# Harmony Herbicide in Rye - How long for results



## PaMike (Dec 7, 2013)

Sprayed my Rye with .5 oz acre of Volta, which is generic Harmony. Label recommends .3 to .6 oz/acre. 5 days later I dont see any effects... Anybody have experience with this herbicide? I would have thought by now I would see something. Most of the "weeds" are the little purple violet type things that are all over this area in the spring. Also some chickweed and other small ground cover weeds.


----------



## endrow (Dec 15, 2011)

I believe it may take longer than 5 days to see results.
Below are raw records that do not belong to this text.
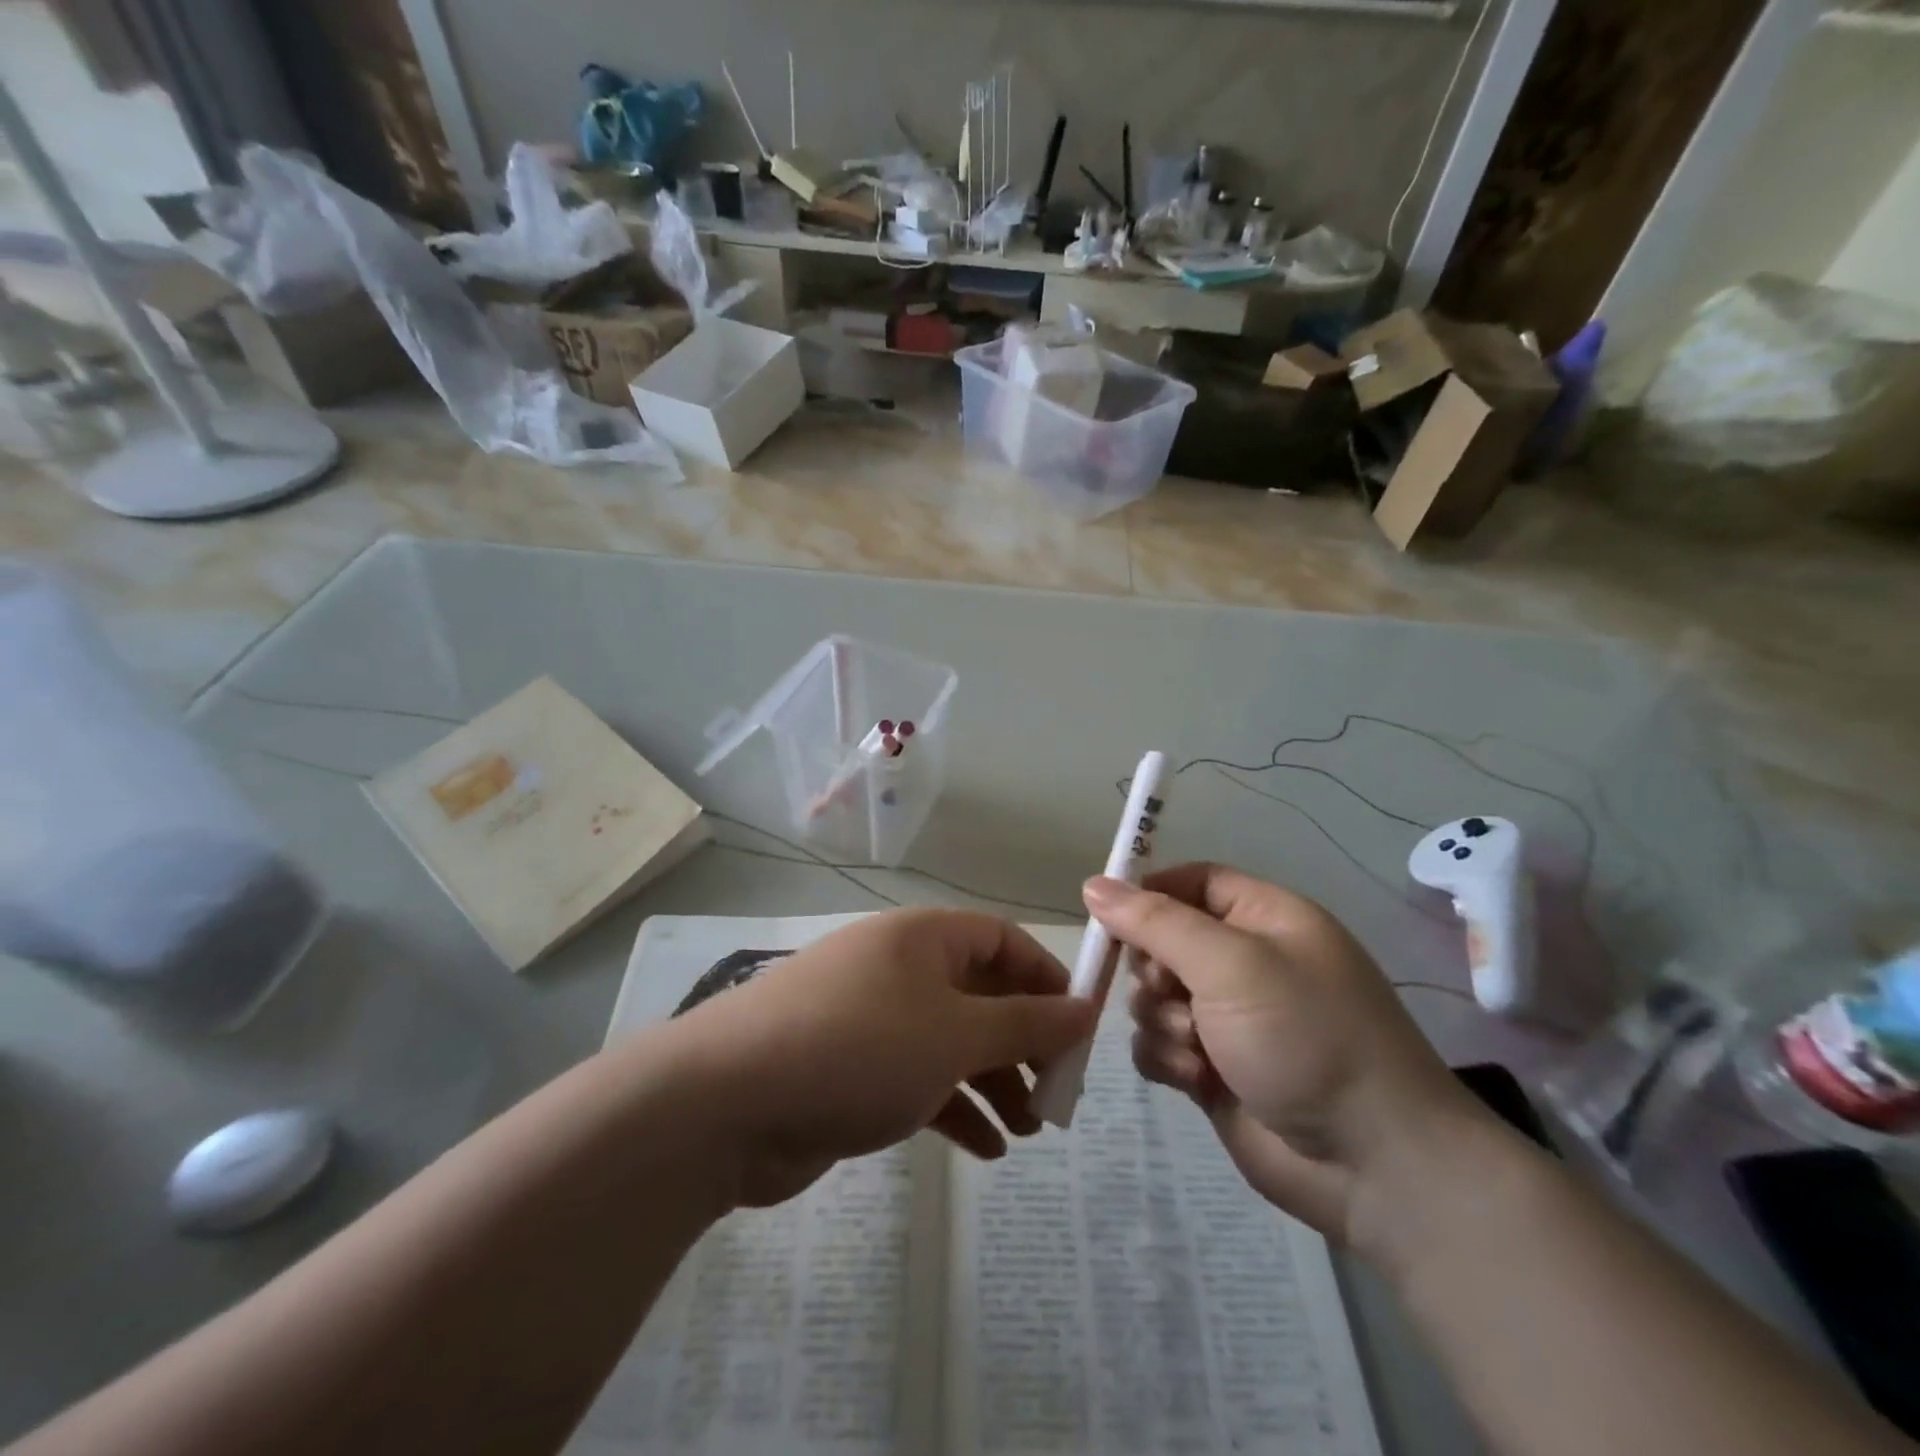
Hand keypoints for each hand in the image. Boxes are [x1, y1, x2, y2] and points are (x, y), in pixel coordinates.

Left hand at [671, 910, 1095, 1207]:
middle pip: (980, 994)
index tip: (1079, 1030)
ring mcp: (872, 1019)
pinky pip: (918, 1079)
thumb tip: (1085, 1009)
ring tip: (1027, 1132)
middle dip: (1022, 1043)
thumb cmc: (858, 1048)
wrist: (725, 1103)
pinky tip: (984, 1152)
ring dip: (992, 1082)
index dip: (1045, 978)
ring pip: (951, 1042)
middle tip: (1056, 1096)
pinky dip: (953, 1108)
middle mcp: (899, 969)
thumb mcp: (954, 1035)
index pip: (1002, 940)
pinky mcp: (851, 1069)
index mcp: (922, 939)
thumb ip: (1025, 1023)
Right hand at [1086, 864, 1489, 1247]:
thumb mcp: (1230, 964)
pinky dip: (1167, 1058)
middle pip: (1162, 940)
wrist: (1373, 1166)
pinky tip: (1195, 1079)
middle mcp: (1244, 963)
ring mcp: (1228, 1018)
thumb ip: (1155, 922)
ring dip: (1162, 1020)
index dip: (1148, 892)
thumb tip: (1093, 885)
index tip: (1107, 915)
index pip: (1191, 881)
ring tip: (1197, 1048)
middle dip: (1154, 970)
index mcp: (1264, 919)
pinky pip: (1158, 1044)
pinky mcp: (1212, 1068)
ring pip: (1152, 997)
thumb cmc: (1307, 1038)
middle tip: (1172, 992)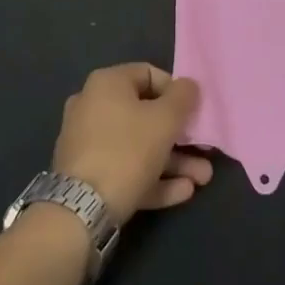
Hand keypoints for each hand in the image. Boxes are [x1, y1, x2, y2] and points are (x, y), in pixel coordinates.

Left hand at [53, 64, 212, 224]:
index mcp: (107, 83)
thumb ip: (182, 98)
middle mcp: (93, 106)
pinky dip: (152, 177)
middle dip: (179, 136)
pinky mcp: (87, 175)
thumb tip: (188, 85)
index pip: (148, 74)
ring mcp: (87, 142)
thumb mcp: (165, 120)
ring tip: (202, 179)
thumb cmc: (127, 150)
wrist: (81, 210)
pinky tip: (183, 192)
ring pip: (138, 146)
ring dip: (172, 161)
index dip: (175, 91)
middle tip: (204, 151)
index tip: (193, 111)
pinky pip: (125, 168)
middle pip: (145, 114)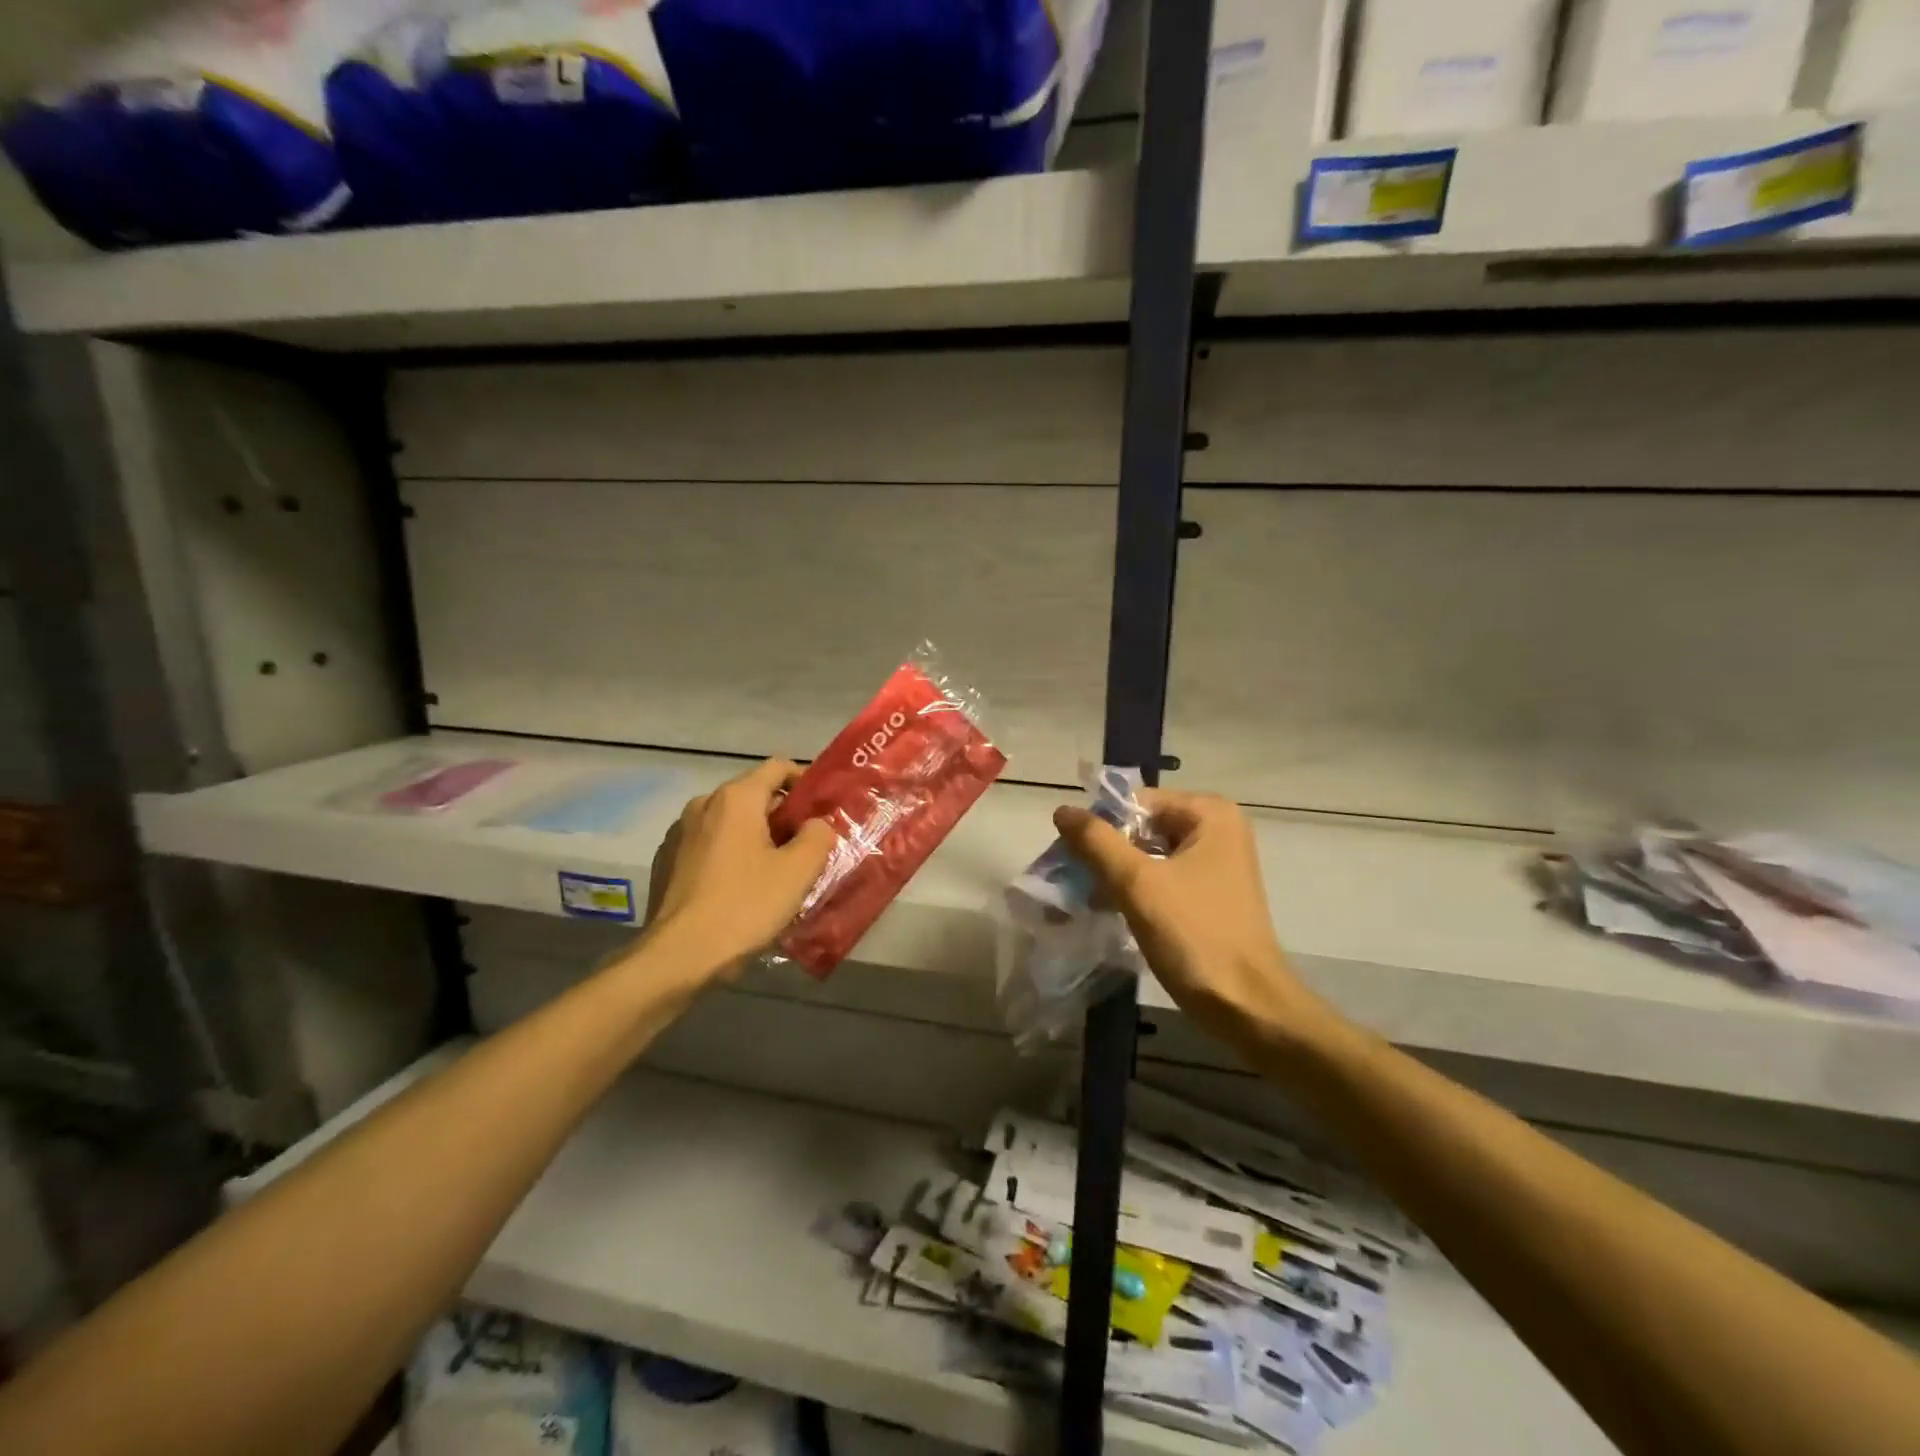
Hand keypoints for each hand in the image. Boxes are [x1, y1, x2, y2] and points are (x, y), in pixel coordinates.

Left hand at [644, 760, 835, 976]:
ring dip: (755, 836)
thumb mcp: (799, 871)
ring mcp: (680, 832)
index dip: (805, 782)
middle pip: (753, 795)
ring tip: (774, 870)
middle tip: (805, 847)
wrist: (679, 956)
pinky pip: (709, 845)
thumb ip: (818, 836)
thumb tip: (816, 824)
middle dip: (782, 816)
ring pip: (730, 822)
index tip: (822, 810)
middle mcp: (704, 804)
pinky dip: (729, 854)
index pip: (778, 767)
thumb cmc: (745, 906)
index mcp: (736, 798)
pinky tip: (740, 888)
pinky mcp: (666, 860)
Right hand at [1053, 790, 1327, 1047]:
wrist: (1247, 1007)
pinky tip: (1105, 910)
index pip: (1135, 803)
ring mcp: (1215, 864)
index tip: (1067, 856)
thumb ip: (1096, 842)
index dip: (1099, 826)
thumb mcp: (1138, 883)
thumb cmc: (1195, 936)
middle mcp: (1217, 830)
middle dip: (1103, 853)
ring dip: (1112, 875)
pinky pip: (1160, 879)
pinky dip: (1132, 891)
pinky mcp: (1208, 895)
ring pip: (1147, 855)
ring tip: (1079, 899)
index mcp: (1209, 814)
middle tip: (1068, 880)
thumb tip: (1063, 810)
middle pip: (1141, 828)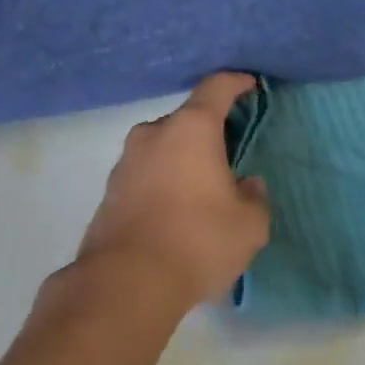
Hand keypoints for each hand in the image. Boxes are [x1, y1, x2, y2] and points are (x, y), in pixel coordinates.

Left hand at [74, 72, 269, 311]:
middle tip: (229, 157)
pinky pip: (146, 172)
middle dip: (209, 132)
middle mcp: (154, 133)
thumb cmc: (197, 240)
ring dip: (183, 158)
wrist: (126, 281)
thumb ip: (255, 197)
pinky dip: (163, 180)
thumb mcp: (249, 225)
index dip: (236, 83)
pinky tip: (175, 211)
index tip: (250, 86)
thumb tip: (247, 185)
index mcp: (191, 129)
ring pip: (163, 146)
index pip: (216, 88)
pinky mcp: (110, 189)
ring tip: (202, 190)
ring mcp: (126, 160)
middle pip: (187, 120)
Did you include AMS and surfactant in the mix ?? I need to go recheck some that was sprayed about two weeks ago. I will let you know how that is doing in regards to kill


----------



## PaMike (Dec 7, 2013)

Added surfactant in the mix. Whats AMS? Ammonium Sulfate? No nitrogen added.


----------



## endrow (Dec 15, 2011)

We use this in all the Roundup and Harmony mixes. Actually we use it in just about all the mixes here.


----------



## PaMike (Dec 7, 2013)

You get it at Daniels? I just run the surfactant that Daniels sells... I would assume that even without Nitrogen the spray would be effective, or at least somewhat effective...


----------



## endrow (Dec 15, 2011)

I took I took a picture of some spray 10 days ago 1 pictures along the edge of the field where I missed a little hen bit but you can see the kill starting on the stuff just to the left of it. The other picture is chickweed starting to die . PA Mike I think yours will be just fine if you were sprayed far enough ahead of the big rain


----------



## endrow (Dec 15, 2011)

Ok


----------



## PaMike (Dec 7, 2013)

Thanks, makes me feel better. Rainfast time is only a couple of hours so hopefully I am good. Sprayed at 6 pm. At some showers early am the next day...

What is the name of the weed in your pictures with the purple flower?? We have that like crazy down here. Is it some sort of violet?


----------